• Aim of the exercise
Once you find a line containing the word "Expressway" in the entries below, copy it.

• Exercise data

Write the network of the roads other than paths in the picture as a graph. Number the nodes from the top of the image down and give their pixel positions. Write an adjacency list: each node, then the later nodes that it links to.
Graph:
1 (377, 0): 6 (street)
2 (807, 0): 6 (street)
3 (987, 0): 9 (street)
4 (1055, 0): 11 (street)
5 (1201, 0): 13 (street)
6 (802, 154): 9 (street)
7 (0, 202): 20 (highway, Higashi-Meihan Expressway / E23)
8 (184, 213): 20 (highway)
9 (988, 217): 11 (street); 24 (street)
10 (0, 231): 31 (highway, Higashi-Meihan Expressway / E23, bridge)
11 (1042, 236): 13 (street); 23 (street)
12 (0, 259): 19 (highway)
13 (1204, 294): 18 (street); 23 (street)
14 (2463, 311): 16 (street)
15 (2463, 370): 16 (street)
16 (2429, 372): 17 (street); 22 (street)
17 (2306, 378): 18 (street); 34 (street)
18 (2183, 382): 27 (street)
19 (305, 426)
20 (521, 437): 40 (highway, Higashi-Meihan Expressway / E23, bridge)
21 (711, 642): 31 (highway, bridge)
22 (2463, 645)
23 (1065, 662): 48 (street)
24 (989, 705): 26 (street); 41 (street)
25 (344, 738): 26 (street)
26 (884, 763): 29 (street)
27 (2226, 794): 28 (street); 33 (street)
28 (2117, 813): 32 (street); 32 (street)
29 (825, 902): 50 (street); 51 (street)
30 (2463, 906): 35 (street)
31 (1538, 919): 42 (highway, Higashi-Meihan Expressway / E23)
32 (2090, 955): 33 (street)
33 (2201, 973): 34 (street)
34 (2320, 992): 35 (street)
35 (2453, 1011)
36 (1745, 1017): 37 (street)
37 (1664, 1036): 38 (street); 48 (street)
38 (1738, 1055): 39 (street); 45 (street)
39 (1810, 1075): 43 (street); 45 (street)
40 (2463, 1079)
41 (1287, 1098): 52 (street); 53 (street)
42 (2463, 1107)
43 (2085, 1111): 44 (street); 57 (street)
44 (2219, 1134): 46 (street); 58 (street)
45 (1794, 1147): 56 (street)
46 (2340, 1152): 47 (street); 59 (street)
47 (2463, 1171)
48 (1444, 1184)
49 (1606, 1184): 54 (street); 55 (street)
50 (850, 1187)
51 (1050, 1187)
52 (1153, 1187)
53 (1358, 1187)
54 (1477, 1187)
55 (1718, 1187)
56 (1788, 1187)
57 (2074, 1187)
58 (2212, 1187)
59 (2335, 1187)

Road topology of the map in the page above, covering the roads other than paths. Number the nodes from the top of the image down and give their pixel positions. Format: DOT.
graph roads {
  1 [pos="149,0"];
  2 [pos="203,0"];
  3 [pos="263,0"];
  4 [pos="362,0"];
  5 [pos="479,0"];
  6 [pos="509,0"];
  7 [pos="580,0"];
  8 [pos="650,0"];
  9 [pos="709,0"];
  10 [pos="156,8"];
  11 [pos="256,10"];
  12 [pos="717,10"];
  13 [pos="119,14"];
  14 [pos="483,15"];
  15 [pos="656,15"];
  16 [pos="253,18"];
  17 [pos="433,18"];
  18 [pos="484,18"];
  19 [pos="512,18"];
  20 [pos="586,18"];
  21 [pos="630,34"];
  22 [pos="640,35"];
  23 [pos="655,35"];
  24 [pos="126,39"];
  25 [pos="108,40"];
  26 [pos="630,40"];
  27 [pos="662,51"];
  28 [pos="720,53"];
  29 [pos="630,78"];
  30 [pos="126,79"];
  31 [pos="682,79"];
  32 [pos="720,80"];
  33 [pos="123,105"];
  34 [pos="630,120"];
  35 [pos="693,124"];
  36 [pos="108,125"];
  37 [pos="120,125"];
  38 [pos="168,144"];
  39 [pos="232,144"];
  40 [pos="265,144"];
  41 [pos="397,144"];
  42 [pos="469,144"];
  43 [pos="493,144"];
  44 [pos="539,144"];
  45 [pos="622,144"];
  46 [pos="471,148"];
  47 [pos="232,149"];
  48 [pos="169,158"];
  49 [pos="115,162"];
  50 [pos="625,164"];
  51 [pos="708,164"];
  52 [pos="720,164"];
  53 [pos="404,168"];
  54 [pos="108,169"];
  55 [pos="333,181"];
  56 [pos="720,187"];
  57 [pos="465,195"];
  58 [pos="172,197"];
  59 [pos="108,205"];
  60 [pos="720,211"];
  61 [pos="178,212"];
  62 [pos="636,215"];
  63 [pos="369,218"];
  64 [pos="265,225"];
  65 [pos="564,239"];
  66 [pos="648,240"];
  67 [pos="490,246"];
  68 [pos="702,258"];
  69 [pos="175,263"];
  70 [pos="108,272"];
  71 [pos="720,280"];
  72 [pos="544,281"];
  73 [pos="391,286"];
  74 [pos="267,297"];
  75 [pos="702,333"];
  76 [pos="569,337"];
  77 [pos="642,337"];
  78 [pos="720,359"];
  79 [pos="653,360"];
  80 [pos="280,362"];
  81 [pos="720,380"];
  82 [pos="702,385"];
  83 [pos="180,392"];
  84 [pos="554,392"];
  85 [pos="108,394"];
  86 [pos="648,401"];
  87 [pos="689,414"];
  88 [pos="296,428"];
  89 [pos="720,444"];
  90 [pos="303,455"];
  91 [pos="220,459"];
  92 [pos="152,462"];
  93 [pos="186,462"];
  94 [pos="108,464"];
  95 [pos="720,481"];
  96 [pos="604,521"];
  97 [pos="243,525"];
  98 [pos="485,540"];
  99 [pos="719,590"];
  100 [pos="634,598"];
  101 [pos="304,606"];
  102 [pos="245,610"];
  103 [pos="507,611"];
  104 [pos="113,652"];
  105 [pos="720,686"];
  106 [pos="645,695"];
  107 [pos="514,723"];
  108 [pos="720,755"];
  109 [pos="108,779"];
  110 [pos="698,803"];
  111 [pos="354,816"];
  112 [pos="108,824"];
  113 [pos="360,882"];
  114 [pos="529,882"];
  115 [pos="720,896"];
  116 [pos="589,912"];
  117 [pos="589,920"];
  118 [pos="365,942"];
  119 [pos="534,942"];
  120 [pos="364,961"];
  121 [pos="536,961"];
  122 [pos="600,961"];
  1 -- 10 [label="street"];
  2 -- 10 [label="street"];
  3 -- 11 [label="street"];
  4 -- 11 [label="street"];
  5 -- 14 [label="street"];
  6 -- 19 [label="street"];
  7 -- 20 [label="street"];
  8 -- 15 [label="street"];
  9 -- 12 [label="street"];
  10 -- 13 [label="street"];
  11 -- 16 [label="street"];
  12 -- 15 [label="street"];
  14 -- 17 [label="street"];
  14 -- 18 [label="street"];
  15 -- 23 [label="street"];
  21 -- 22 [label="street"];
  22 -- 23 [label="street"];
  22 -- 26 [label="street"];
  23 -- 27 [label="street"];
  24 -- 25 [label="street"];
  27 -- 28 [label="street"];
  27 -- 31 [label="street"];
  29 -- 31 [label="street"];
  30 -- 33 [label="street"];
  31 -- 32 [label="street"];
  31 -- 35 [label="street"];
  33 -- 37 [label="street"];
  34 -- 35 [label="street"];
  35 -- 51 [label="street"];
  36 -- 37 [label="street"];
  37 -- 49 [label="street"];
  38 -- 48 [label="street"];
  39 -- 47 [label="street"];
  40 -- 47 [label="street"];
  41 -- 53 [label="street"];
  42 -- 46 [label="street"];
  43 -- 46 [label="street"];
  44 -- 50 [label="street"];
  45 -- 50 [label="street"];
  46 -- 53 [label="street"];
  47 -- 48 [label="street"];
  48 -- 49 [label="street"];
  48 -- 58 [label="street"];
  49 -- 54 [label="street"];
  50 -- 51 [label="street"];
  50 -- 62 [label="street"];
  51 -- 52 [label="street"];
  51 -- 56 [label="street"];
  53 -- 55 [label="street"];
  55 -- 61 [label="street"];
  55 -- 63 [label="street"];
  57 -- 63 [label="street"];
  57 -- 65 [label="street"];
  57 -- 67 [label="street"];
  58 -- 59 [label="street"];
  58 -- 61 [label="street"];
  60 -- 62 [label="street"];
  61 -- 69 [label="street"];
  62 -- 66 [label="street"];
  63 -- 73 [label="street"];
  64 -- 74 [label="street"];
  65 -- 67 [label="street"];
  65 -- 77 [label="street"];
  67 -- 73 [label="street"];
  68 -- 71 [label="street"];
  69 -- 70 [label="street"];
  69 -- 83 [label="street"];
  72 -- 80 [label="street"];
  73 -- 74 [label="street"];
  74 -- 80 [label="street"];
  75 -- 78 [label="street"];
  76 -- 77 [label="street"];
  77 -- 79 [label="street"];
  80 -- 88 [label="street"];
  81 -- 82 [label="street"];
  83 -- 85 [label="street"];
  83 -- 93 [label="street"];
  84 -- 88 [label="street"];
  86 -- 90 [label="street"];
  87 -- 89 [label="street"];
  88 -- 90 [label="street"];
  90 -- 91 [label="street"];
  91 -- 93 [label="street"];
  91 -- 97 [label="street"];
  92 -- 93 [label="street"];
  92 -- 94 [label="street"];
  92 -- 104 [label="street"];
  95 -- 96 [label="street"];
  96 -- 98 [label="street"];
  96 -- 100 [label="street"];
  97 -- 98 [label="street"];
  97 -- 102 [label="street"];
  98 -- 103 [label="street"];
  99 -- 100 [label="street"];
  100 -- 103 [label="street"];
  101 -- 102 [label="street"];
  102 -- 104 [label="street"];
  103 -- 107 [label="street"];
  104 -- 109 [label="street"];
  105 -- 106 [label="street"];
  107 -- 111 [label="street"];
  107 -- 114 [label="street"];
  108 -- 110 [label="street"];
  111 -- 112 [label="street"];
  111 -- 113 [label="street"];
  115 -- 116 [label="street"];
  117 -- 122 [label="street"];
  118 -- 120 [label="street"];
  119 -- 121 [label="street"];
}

• Task result
7 (0, 202): 20 (highway, Higashi-Meihan Expressway / E23)
10 (0, 231): 31 (highway, Higashi-Meihan Expressway / E23, bridge)
20 (521, 437): 40 (highway, Higashi-Meihan Expressway / E23, bridge)
31 (1538, 919): 42 (highway, Higashi-Meihan Expressway / E23)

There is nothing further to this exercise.